= EXERCISE OBJECTIVE =
Write the records below out again. Match them exactly.

START GIVEN RECORDS

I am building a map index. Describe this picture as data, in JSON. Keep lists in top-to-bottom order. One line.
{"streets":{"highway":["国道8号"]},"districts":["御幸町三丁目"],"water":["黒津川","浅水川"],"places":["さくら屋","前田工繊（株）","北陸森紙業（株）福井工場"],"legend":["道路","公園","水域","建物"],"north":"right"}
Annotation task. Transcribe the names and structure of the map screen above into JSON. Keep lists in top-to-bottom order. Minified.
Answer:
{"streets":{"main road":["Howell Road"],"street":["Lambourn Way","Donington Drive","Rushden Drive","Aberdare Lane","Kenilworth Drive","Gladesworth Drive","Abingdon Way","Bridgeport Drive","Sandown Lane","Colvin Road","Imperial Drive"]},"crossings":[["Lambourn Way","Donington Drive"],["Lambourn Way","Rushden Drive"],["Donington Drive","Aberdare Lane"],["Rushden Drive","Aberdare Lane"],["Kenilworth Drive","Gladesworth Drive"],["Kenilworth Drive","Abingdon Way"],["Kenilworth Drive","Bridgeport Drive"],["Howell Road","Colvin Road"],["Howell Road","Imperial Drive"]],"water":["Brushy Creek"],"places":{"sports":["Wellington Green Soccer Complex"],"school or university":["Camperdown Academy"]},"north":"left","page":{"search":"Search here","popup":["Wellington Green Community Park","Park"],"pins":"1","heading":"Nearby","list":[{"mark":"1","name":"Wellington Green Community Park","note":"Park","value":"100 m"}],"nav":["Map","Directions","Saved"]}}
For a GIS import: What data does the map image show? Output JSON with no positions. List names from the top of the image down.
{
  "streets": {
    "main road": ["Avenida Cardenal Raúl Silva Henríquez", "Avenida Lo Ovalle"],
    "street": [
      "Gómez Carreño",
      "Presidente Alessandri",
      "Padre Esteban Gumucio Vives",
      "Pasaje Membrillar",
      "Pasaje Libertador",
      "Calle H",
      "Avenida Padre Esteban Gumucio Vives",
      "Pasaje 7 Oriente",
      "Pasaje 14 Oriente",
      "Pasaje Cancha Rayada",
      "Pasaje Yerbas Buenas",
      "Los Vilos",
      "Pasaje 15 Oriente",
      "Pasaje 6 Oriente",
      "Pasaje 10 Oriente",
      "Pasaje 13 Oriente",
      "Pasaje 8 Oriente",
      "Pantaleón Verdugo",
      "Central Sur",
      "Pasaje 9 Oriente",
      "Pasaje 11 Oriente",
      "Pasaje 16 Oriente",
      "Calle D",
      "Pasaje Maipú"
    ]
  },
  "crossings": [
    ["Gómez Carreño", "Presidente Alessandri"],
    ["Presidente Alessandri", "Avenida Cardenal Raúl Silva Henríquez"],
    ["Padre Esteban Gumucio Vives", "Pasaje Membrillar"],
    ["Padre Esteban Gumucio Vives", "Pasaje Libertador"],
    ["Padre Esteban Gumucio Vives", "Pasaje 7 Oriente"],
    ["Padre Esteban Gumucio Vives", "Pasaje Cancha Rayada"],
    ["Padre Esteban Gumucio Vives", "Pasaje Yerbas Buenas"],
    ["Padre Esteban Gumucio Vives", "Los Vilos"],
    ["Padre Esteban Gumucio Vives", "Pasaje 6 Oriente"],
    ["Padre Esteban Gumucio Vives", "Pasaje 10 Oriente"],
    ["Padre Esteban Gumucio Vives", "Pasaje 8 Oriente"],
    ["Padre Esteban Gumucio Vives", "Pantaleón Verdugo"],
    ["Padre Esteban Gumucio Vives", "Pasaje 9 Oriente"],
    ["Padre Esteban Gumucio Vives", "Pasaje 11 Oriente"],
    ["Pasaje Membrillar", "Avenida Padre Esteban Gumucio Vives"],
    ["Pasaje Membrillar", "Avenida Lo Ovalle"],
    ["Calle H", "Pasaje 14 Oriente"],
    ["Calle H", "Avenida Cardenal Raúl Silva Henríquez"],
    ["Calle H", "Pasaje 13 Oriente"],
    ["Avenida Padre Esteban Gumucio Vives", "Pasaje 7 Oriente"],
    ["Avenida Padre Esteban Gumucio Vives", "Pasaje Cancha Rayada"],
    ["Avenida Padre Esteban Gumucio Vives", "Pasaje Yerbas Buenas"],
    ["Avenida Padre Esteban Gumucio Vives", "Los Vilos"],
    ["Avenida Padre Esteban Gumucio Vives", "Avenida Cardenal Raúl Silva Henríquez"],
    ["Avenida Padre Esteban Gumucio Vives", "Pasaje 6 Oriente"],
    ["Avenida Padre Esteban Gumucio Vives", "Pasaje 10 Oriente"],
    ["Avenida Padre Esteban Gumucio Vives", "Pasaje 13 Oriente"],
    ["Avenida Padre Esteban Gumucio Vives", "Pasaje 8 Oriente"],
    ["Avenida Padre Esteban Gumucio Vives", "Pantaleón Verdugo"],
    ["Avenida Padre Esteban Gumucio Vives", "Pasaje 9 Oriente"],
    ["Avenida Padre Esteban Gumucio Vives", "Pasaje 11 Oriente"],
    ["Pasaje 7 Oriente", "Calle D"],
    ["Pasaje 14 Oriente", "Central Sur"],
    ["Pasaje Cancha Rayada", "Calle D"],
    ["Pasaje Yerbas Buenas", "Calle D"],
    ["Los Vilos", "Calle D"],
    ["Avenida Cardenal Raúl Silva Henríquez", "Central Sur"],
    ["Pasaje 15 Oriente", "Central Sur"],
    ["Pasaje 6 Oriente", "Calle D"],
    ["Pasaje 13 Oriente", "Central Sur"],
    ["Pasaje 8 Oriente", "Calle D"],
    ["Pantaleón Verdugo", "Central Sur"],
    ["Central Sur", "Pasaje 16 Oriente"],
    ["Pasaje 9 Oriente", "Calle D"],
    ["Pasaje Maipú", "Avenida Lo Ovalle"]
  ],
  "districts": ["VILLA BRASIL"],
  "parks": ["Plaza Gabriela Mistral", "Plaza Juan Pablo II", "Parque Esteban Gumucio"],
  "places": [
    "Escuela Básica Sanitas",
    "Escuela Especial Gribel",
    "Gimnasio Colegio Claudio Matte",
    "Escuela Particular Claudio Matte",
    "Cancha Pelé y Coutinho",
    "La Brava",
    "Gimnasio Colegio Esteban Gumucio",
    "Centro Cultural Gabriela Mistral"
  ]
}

END GIVEN RECORDS

= COMPLETED EXERCISE =
I am building a map index. Describe this picture as data, in JSON. Keep lists in top-to-bottom order. One line.
{"streets":{"highway":["国道8号"]},"districts":["御幸町三丁目"],"water":["黒津川","浅水川"],"places":["さくら屋","前田工繊（株）","北陸森紙業（株）福井工場"],"legend":["道路","公園","水域","建物"],"north":"right"}
Annotation task. Transcribe the names and structure of the map screen above into JSON. Keep lists in top-to-bottom order. Minified.
Answer:
{"streets":{"main road":["Howell Road"],"street":["Lambourn Way","Donington Drive","Rushden Drive","Aberdare Lane","Kenilworth Drive","Gladesworth Drive","Abingdon Way","Bridgeport Drive","Sandown Lane","Colvin Road","Imperial Drive"]},"crossings":[["Lambourn Way","Donington Drive"],["Lambourn Way","Rushden Drive"],["Donington Drive","Aberdare Lane"],["Rushden Drive","Aberdare Lane"],["Kenilworth Drive","Gladesworth Drive"],["Kenilworth Drive","Abingdon Way"],["Kenilworth Drive","Bridgeport Drive"],["Howell Road","Colvin Road"],["Howell Road","Imperial Drive"]],"water":["Brushy Creek"],"places":{"sports":["Wellington Green Soccer Complex"],"school or university":["Camperdown Academy"]},"north":"left","page":{"search":"Search here","popup":["Wellington Green Community Park","Park"],"pins":"1","heading":"Nearby","list":[{"mark":"1","name":"Wellington Green Community Park","note":"Park","value":"100 m"}],"nav":["Map","Directions","Saved"]}}
For a GIS import: What data does the map image show? Output JSON with no positions. List names from the top of the image down.
{
  "streets": {
    "main road": ["Avenida Cardenal Raúl Silva Henríquez", "Avenida Lo Ovalle"],
    "street": [
      "Gómez Carreño",
      "Presidente Alessandri",
      "Padre Esteban Gumucio Vives",
      "Pasaje Membrillar",
      "Pasaje Libertador",
      "Calle H",
      "Avenida Padre Esteban Gumucio Vives",
      "Pasaje 7 Oriente",
      "Pasaje 14 Oriente",
      "Pasaje Cancha Rayada",
      "Pasaje Yerbas Buenas",
      "Los Vilos",
      "Pasaje 15 Oriente",
      "Pasaje 6 Oriente",
      "Pasaje 10 Oriente",
      "Pasaje 13 Oriente",
      "Pasaje 8 Oriente",
      "Pantaleón Verdugo",
      "Central Sur",
      "Pasaje 9 Oriente",
      "Pasaje 11 Oriente",
      "Pasaje 16 Oriente",
      "Calle D",
      "Pasaje Maipú"
    ]
  },
  "crossings": [
    ["Gómez Carreño", "Presidente Alessandri"],
    ["Presidente Alessandri", "Avenida Cardenal Raúl Silva Henríquez"],
    ["Padre Esteban Gumucio Vives", "Pasaje Membrillar"],
    ["Padre Esteban Gumucio Vives", "Pasaje Libertador"],
    ["Padre Esteban Gumucio Vives", "Pasaje 7 Oriente"],
    ["Padre Esteban Gumucio Vives", "Pasaje Cancha Rayada"],
    ["Padre Esteban Gumucio Vives", "Pasaje Yerbas Buenas"],
    ["Padre Esteban Gumucio Vives", "Los Vilos"],
    ["Padre Esteban Gumucio Vives", "Pasaje 6 Oriente"],
    ["Padre Esteban Gumucio Vives", "Pasaje 10 Oriente"],
    ["Padre Esteban Gumucio Vives", "Pasaje 8 Oriente"],
    ["Padre Esteban Gumucio Vives", "Pantaleón Verdugo"],
    ["Padre Esteban Gumucio Vives", "Pasaje 9 Oriente"],
    ["Padre Esteban Gumucio Vives", "Pasaje 11 Oriente"],
    ["Pasaje Membrillar", "Avenida Padre Esteban Gumucio Vives"],
    ["Pasaje Membrillar", "Avenida Lo Ovalle"],
    ["Calle H", "Pasaje 14 Oriente"],
    ["Calle H", "Avenida Cardenal Raúl Silva Henríquez"],
    ["Calle H", "Pasaje 13 Oriente"],
    ["Avenida Padre Esteban Gumucio Vives", "Pasaje 7 Oriente"],
    ["Avenida Padre Esteban Gumucio Vives", "Pasaje Cancha Rayada"],
    ["Avenida Padre Esteban Gumucio Vives", "Pasaje Yerbas Buenas"],
    ["Avenida Padre Esteban Gumucio Vives", "Los Vilos"],
    ["Avenida Padre Esteban Gumucio Vives", "Avenida Cardenal Raúl Silva Henríquez"],
    ["Avenida Padre Esteban Gumucio Vives", "Pasaje 6 Oriente"],
    ["Avenida Padre Esteban Gumucio Vives", "Pasaje 10 Oriente"],
    ["Avenida Padre Esteban Gumucio Vives", "Pasaje 13 Oriente"],
    ["Avenida Padre Esteban Gumucio Vives", "Pasaje 8 Oriente"],
    ["Avenida Padre Esteban Gumucio Vives", "Pantaleón Verdugo"],
    ["Avenida Padre Esteban Gumucio Vives", "Pasaje 9 Oriente"],
    ["Avenida Padre Esteban Gumucio Vives", "Pasaje 11 Oriente"],
    ["Pasaje 7 Oriente", "Calle D"],
    ["Pasaje 14 Oriente", "Central Sur"],
    ["Pasaje Cancha Rayada", "Calle D"],
    ["Pasaje Yerbas Buenas", "Calle D"],
    ["Los Vilos", "Calle D"],
    ["Avenida Cardenal Raúl Silva Henríquez", "Central Sur"],
    ["Pasaje 15 Oriente", "Central Sur"],
    ["Pasaje 6 Oriente", "Calle D"],
    ["Pasaje 13 Oriente", "Central Sur"],
    ["Pasaje 8 Oriente", "Calle D"],
    ["Pantaleón Verdugo", "Central Sur"],
    ["Central Sur", "Pasaje 16 Oriente"],
    ["Pasaje 9 Oriente", "Calle D"],
    ["Pasaje Maipú", "Avenida Lo Ovalle"]
  ],
  "districts": ["VILLA BRASIL"],
  "parks": ["Plaza Gabriela Mistral", "Plaza Juan Pablo II", "Parque Esteban Gumucio"],
  "places": [
    "Escuela Básica Sanitas",
    "Escuela Especial Gribel",
    "Gimnasio Colegio Claudio Matte",
    "Escuela Particular Claudio Matte",
    "Cancha Pelé y Coutinho",
    "La Brava",
    "Gimnasio Colegio Esteban Gumucio",
    "Centro Cultural Gabriela Mistral"
  ]
}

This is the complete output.